--- START ---
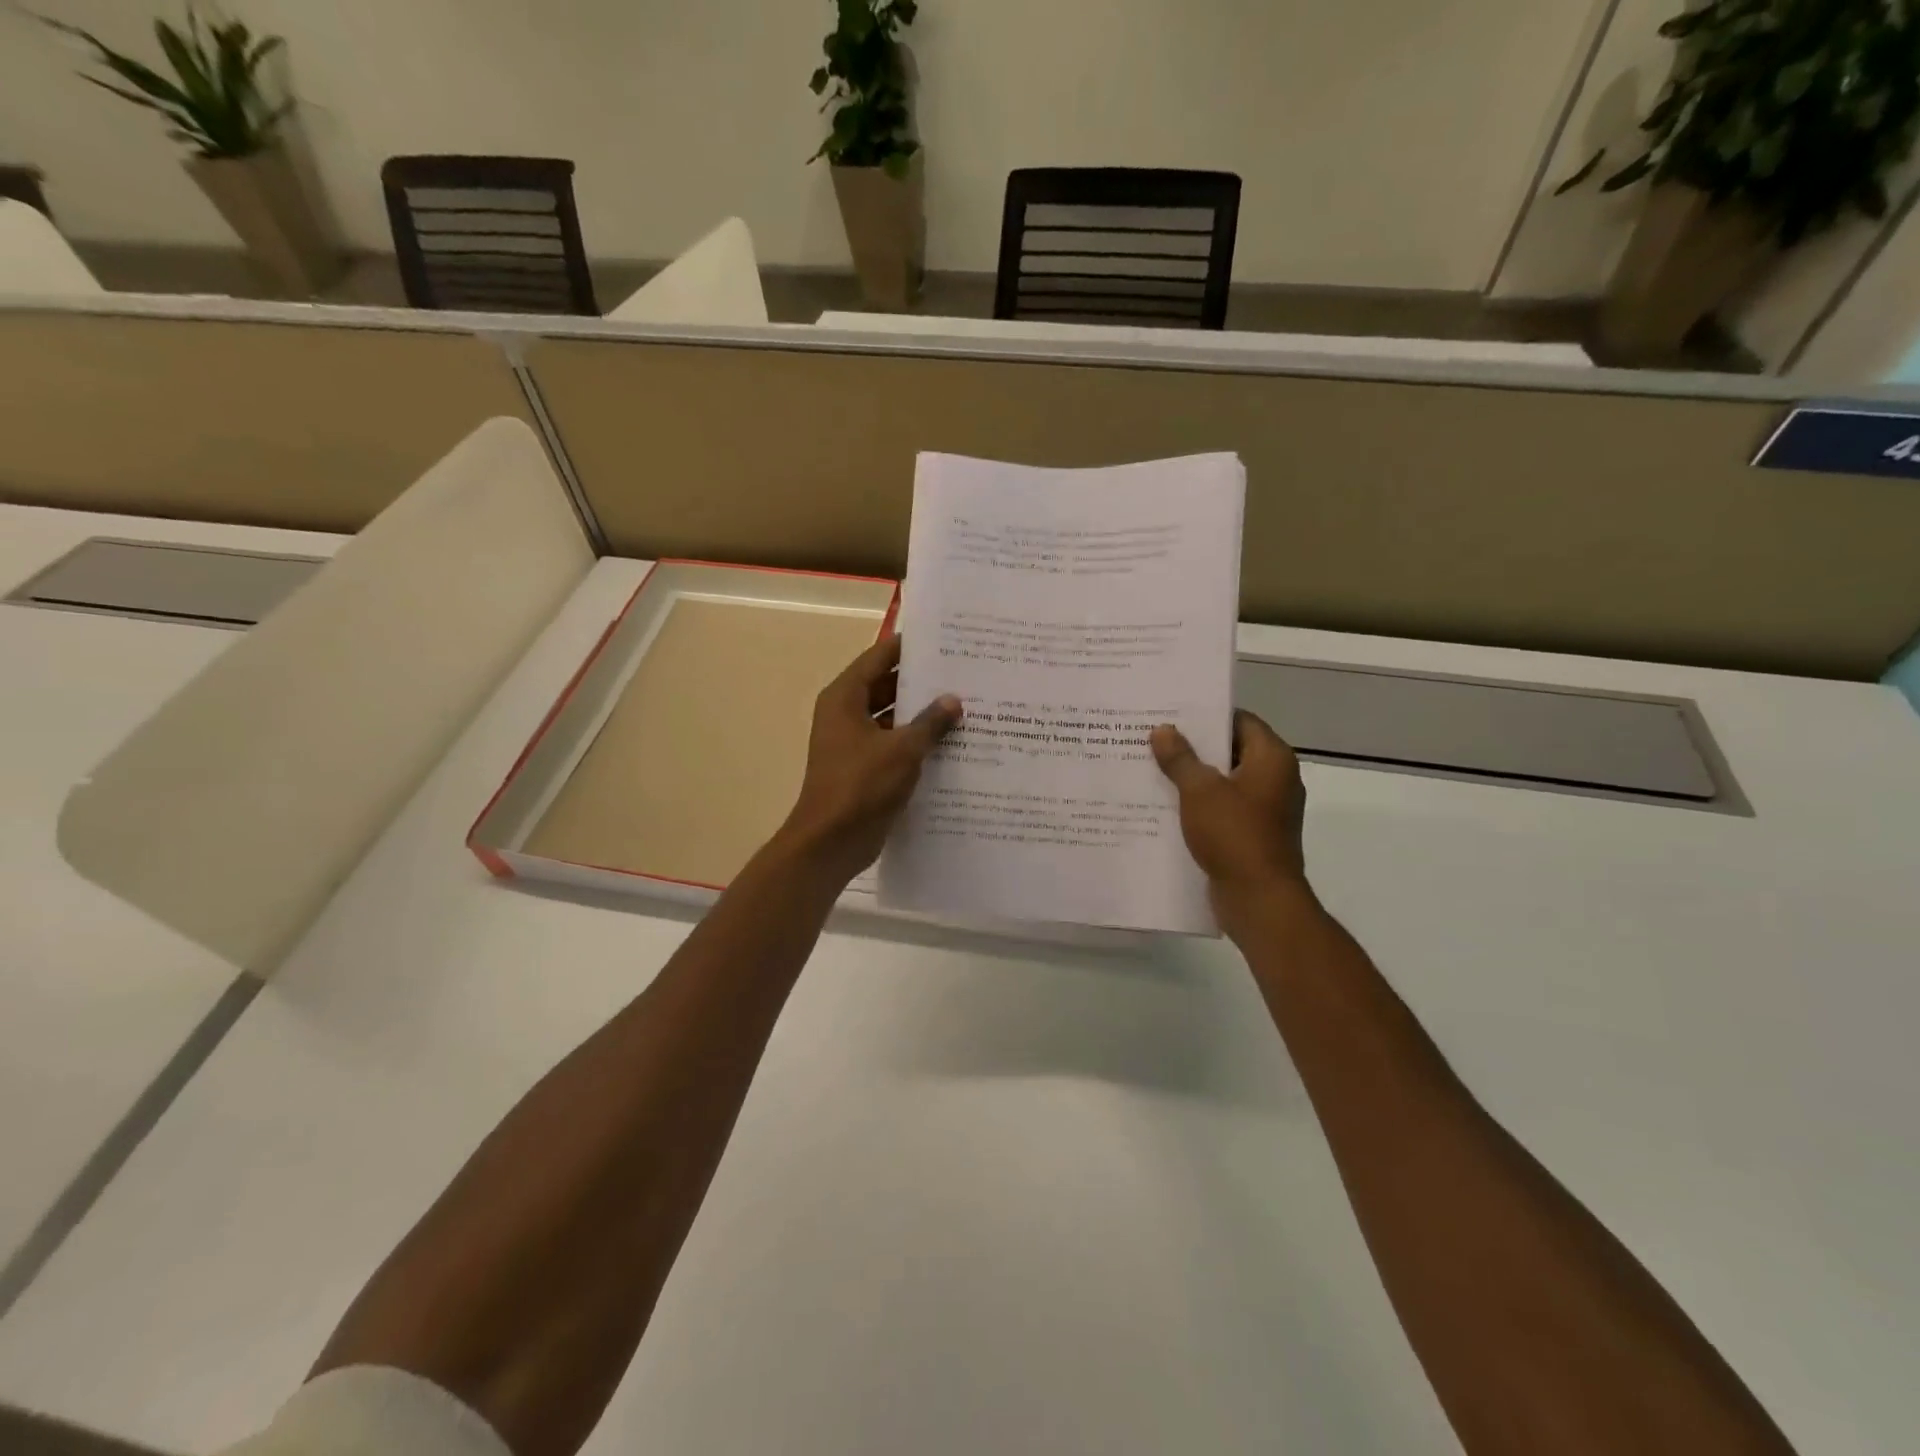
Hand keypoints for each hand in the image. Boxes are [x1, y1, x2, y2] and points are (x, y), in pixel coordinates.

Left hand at [777, 635, 961, 884]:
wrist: (831, 842)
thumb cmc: (861, 785)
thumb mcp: (902, 750)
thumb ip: (930, 722)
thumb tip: (954, 700)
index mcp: (845, 698)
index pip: (880, 658)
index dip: (909, 647)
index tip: (944, 639)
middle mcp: (846, 714)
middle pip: (886, 686)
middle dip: (922, 682)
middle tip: (964, 673)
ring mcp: (854, 742)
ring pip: (893, 718)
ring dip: (922, 715)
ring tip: (966, 706)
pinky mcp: (864, 768)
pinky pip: (893, 744)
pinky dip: (916, 742)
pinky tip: (952, 743)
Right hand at [1151, 711, 1309, 936]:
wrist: (1258, 899)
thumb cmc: (1234, 835)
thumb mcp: (1200, 791)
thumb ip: (1181, 758)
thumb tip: (1163, 730)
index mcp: (1272, 759)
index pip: (1240, 720)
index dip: (1207, 715)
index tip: (1173, 712)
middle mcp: (1276, 779)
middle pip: (1232, 750)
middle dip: (1194, 746)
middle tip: (1155, 737)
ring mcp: (1267, 809)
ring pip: (1225, 781)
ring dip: (1194, 776)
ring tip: (1153, 767)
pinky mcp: (1254, 834)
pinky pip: (1224, 808)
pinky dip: (1200, 803)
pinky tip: (1167, 804)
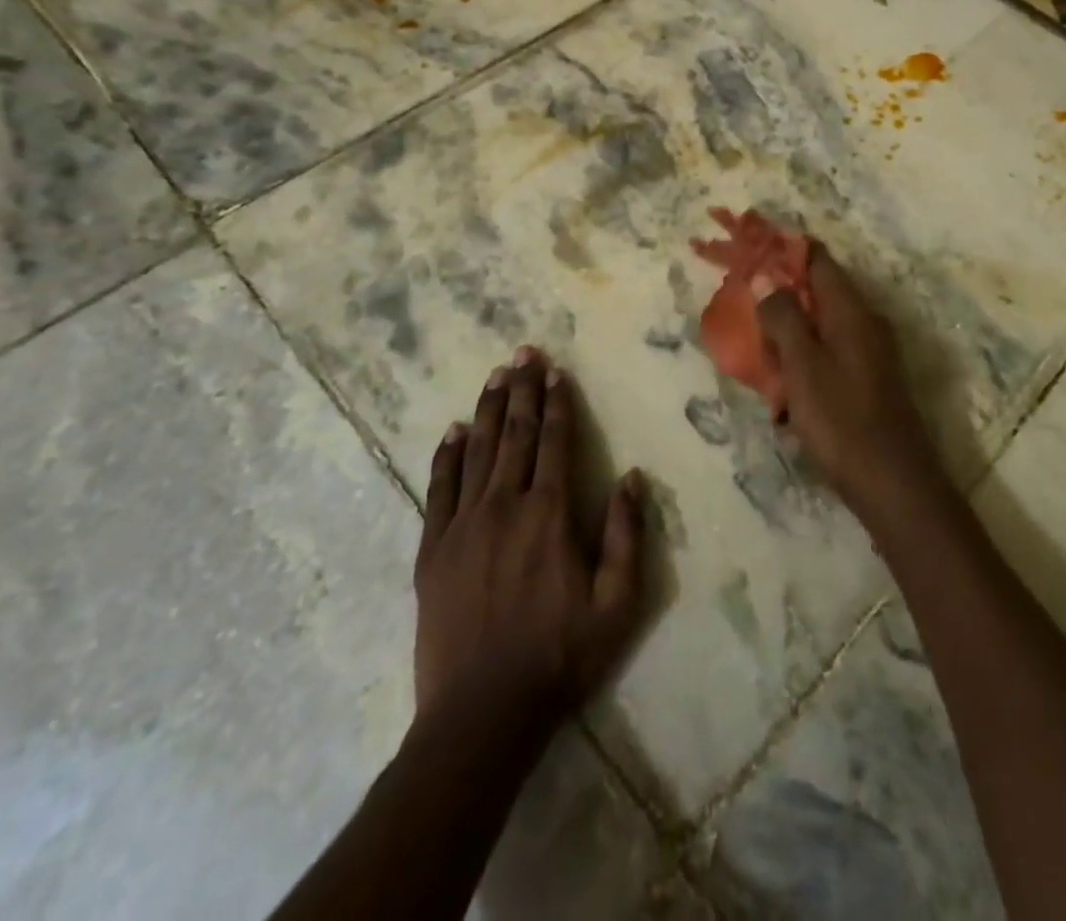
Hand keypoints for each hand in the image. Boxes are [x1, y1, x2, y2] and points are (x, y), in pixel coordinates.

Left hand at [414, 349, 645, 724]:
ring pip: (478, 452)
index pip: (554, 442)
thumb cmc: (560, 656)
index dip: (557, 404)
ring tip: (495, 375)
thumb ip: (626, 534)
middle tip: (523, 352)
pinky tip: (454, 430)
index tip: (556, 371)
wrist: (482, 713)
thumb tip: (632, 476)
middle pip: (515, 435)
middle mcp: (505, 506)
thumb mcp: (617, 603)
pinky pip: (439, 489)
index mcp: (550, 514)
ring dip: (489, 409)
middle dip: (522, 390)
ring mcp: (463, 526)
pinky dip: (448, 455)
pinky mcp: (433, 550)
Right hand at [753, 245, 948, 523]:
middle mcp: (865, 323)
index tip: (749, 252)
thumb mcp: (802, 365)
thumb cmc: (842, 420)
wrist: (893, 483)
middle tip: (743, 312)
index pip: (817, 259)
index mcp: (851, 311)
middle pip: (816, 293)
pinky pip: (826, 358)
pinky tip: (785, 401)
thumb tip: (765, 278)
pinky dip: (802, 368)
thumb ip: (783, 317)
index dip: (783, 250)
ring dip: (787, 340)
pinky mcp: (867, 381)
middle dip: (778, 299)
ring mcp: (870, 353)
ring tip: (760, 365)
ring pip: (818, 329)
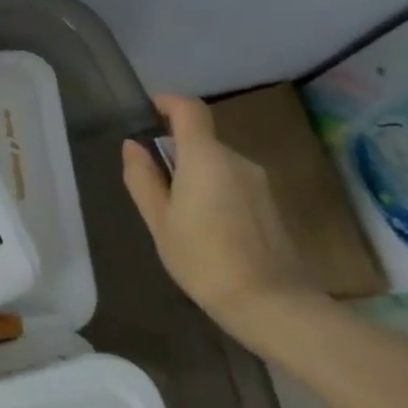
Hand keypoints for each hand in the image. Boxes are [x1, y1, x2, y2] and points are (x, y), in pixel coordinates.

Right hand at [122, 95, 323, 345]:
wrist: (274, 306)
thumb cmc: (204, 259)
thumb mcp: (159, 221)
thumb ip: (143, 178)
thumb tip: (133, 146)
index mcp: (205, 157)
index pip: (189, 108)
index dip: (168, 102)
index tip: (150, 112)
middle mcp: (236, 160)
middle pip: (202, 139)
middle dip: (177, 152)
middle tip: (155, 184)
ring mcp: (259, 183)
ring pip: (219, 164)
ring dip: (197, 175)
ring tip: (181, 214)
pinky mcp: (272, 205)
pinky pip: (235, 183)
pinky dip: (216, 192)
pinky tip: (209, 229)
--- END ---
▶ [ASSIGNED TASK] Copy word for word the lines of the records above from the one with "index mcp: (1272, 759)" up to and including the one with "ring mcp: (259, 183)". Skip the pictures.

▶ [EXERCISE OUTPUT]
index mcp: (1272, 759)
index pip: (1240, 720)
index dip: (1207, 715)
index tip: (1173, 712)
middle mcp: (1276, 779)
middle pip: (1232, 750)
middle dip: (1194, 746)
middle tip: (1155, 737)
ring mcp: (1267, 809)
ring pip: (1225, 781)
ring dip: (1194, 776)
ring tip: (1153, 767)
pinky mcp: (1254, 834)
pinky pip: (1224, 808)
pinky dip: (1200, 803)
pinky tip: (1167, 804)
Hand keypoints for each hand in the image. Boxes are [x1, y1, x2, y2] and points are (x, y), in pixel coordinates.

Left hand at [414, 349, 645, 724]:
ring pip: (478, 452)
index pip: (554, 442)
thumb cmc: (560, 656)
index dip: (557, 404)
ring tip: (495, 375)
thumb ip: (626, 534)
middle tip: (523, 352)
pinky tip: (454, 430)
index tip: (556, 371)
wrist: (482, 713)
thumb tip: (632, 476)
middle pip: (515, 435)
middle mcp: (505, 506)
thumb mcp: (617, 603)
pinky pip: (439, 489)
index mcp: (550, 514)
ring dip: (489, 409)
middle dip: (522, 390)
ring mcp: (463, 526)
pinky dip: (448, 455)
pinky mcp: (433, 550)
Right hand at [753, 245, 948, 523]:
middle mcp: (865, 323)
index tip: (749, 252)
thumb mcp: (802, 365)
thumb cmc: (842, 420)
wrist: (893, 483)
middle tip: (743, 312)
index pip: (817, 259)
index mcp: (851, 311)
middle pip: (816, 293)
pinky pip: (826, 358)
pinky tip: (785, 401)
thumb tip: (765, 278)
pinky dip: (802, 368)
thumb ip: (783, 317)
index dip: (783, 250)
ring dip: (787, 340)
pinky mcp: (867, 381)
middle dip: (778, 299)
ring mcp: (870, 353)
ring tip: (760, 365)
ring pip: (818, 329)
Hand keypoints for each hand in the image. Boxes are [x1, y1, x2, y2] and points are (x, y), in pixel coordinates.

Right hand at [122, 95, 323, 345]:
wrist: (274, 306)
thumb cmc: (204, 259)
thumb mcp: (159, 221)
thumb ip: (143, 178)
thumb tip: (133, 146)
index mcp: (205, 157)
index pip: (189, 108)
index dip: (168, 102)
index tip: (150, 112)
middle mcp: (236, 160)
middle pip: (202, 139)
middle dip: (177, 152)
middle tip: (155, 184)
ring mcp: (259, 183)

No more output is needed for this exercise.